Meaningless Numbers

Several media outlets reported today that, according to Nielsen, the number of Americans who watched Obama's inauguration on Tuesday (37.8 million) was not as large as the audience for Reagan's inauguration in 1981 (41.8 million viewers, the "largest ever"). This was played up on some conservative websites as proof that the 44th president isn't as popular as the 40th was.

As always, no one provided perspective, and no one pointed out that this statistic is meaningless. It's like arguing that Obama is the most popular president ever because he got more votes than anyone in history. That's a simple matter of math. As the nation's population keeps growing, each newly-elected president will break the most-votes record. It's not like Barry Bonds passing Hank Aaron.

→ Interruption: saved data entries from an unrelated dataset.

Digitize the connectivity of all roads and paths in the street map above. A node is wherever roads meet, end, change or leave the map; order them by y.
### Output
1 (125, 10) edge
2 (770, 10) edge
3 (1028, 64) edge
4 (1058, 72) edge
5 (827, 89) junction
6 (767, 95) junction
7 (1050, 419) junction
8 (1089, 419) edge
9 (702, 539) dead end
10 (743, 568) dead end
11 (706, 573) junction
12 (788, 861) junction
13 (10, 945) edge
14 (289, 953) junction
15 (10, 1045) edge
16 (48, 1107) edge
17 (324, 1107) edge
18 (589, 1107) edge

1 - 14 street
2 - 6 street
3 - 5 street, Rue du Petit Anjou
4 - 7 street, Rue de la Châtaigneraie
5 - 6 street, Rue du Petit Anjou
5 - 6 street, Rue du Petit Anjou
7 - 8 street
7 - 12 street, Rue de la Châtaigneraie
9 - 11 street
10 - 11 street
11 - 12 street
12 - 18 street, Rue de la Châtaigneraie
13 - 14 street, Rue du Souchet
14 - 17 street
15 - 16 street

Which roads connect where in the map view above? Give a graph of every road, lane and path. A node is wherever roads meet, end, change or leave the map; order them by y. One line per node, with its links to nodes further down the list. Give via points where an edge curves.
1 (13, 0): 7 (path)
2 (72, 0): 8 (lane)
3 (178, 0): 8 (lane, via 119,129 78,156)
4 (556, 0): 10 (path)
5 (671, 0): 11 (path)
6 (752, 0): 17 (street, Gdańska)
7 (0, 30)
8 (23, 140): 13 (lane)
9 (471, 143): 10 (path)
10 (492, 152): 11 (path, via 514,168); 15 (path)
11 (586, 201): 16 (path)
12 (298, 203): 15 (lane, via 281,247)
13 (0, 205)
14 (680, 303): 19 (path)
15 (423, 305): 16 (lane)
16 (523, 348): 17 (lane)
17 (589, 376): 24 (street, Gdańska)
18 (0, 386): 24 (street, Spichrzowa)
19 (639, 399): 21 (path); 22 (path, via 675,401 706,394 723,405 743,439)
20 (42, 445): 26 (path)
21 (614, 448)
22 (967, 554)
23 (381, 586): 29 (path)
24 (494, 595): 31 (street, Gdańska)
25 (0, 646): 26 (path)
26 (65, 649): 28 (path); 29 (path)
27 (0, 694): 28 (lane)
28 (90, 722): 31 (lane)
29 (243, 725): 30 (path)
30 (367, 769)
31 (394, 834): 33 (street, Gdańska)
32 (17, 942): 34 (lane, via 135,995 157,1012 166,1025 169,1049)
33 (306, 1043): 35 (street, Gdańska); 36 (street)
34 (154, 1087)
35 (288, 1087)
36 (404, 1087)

The Nielsen figures reveal nothing about which president's inaugural was the most-watched, because they don't include the huge numbers of people who viewed it online.

My wife was one of those. There's no TV in her office, so she and her cubicle-mates used their desktop monitors to find an online video stream of the inauguration. They couldn't get through on CNN.com (whose servers were so full they couldn't take any more viewers), but found another site easily and watched it that way. There were millions of people who accessed the video online, yet they are not included in any accurate metric that I've seen (there are estimates from some of the top news sites, but even they don't include all the various outlets where you could watch the ceremony live).

In an age where the public has so many information options, let's not jump to the wrong conclusions. If anything, the Nielsen numbers say something completely different -- that television viewership is down, even for major live events like Obama's inaugural.